L’inflazione riduce silenziosamente ciò che un euro compra. Inserisci un importo, un tasso di inflazione e un numero di anni per vedere i soldi di oggi in potere d’acquisto futuro.
Con inflazione al 3%, €1.000 comprano beni per soli €740 circa dopo dieci anni. Ecco perché i piani di lungo periodo dovrebbero ragionare in termini reali (aggiustati per l’inflazione).
Abbinalo al calcolatore Rendimento reale netto per vedere se i tuoi investimenti battono davvero l’inflazione una volta tolte le tasse.
Domande frequenti
Come incide l’inflazione sui risparmi?
Riduce silenziosamente ciò che ogni euro compra: al 3% d’inflazione, il denaro perde circa un quarto del potere d’acquisto in dieci anni. La liquidità che rende meno dell’inflazione si sta restringendo in termini reali.

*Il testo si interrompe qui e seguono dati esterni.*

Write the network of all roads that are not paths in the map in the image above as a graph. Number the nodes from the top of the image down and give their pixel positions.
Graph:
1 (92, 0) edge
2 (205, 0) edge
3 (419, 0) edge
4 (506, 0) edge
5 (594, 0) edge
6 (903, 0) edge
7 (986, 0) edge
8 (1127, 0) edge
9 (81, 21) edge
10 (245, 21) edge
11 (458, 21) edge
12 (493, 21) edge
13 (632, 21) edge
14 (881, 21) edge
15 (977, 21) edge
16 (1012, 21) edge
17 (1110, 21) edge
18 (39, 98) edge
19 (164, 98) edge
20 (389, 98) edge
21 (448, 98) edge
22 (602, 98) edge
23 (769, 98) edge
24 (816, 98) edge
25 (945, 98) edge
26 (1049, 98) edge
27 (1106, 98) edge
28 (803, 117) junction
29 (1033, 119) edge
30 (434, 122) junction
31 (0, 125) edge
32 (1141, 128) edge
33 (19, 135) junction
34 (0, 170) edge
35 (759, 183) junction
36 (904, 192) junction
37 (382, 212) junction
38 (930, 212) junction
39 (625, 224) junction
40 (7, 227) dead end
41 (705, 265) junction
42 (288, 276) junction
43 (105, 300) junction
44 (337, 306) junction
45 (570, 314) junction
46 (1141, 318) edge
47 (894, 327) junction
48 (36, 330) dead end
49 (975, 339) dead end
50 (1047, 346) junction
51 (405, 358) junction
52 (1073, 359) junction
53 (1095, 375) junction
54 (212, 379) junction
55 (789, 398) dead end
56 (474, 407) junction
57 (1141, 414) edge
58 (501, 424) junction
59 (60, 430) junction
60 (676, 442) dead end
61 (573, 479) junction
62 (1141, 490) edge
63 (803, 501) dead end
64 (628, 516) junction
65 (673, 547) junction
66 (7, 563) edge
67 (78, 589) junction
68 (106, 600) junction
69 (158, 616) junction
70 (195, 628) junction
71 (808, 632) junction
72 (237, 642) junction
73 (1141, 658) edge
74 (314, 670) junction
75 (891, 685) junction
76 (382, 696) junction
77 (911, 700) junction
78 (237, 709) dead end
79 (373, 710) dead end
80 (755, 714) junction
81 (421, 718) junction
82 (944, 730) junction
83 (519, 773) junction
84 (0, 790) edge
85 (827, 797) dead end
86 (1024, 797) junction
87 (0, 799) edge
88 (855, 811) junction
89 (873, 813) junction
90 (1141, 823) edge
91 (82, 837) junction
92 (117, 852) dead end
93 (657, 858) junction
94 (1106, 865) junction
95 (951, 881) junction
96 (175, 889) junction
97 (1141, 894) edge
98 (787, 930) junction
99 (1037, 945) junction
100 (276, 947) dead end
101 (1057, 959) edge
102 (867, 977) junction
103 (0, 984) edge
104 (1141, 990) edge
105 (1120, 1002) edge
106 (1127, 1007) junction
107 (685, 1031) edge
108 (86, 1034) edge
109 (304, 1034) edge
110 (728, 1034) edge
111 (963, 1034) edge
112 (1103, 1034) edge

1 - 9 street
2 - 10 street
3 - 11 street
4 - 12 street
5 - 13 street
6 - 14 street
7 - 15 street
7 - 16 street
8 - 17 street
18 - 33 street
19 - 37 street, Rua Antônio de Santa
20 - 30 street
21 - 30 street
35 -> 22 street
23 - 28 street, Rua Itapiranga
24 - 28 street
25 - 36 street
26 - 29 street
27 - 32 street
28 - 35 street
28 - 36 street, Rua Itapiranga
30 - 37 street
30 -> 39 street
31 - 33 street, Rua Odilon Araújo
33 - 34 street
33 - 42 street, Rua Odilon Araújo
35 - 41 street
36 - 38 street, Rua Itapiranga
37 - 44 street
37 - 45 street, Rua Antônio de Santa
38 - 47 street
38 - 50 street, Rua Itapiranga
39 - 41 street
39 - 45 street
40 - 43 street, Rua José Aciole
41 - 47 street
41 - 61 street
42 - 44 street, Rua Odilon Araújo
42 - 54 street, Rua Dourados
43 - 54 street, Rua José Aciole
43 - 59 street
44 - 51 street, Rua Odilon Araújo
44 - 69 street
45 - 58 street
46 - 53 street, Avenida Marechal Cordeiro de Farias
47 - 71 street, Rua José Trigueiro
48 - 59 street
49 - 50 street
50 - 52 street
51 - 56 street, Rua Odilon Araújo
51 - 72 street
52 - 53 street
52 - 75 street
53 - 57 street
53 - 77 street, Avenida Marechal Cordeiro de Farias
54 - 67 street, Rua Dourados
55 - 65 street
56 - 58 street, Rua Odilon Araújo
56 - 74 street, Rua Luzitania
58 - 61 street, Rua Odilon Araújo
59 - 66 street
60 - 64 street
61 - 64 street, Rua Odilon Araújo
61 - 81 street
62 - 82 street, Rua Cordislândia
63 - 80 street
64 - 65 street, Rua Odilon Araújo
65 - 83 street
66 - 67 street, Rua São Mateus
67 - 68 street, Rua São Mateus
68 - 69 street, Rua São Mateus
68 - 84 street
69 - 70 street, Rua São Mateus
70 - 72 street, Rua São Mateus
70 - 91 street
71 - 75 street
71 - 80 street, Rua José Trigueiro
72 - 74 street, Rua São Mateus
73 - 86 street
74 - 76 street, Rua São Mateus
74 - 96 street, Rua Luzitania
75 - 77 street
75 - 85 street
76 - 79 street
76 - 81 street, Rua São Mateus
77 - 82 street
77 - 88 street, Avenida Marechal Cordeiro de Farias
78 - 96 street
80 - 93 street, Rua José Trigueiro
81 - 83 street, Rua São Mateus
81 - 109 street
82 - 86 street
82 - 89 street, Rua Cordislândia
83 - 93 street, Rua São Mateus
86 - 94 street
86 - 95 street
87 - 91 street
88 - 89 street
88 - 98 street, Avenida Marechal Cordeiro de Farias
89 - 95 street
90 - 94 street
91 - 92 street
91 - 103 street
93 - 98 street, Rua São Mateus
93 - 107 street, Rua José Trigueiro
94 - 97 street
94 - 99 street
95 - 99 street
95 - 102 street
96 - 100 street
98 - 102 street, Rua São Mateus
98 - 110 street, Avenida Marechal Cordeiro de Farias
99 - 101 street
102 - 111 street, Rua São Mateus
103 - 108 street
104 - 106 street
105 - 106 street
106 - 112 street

Che tasso d’inflazione dovrei ipotizzare?
La BCE punta al 2% nel medio termine e le medie di lungo periodo nelle economie avanzate stanno intorno al 2–3%. Prova anche una cifra più alta per testare la sensibilità del tuo piano.
Qual è la differenza tra valore nominale e reale?
Il nominale è il numero sul conto; il reale è ciò che quel numero compra. I piani di lungo periodo vanno ragionati in termini reali — una pensione tra 30 anni va giudicata ai prezzi futuri, non a quelli di oggi.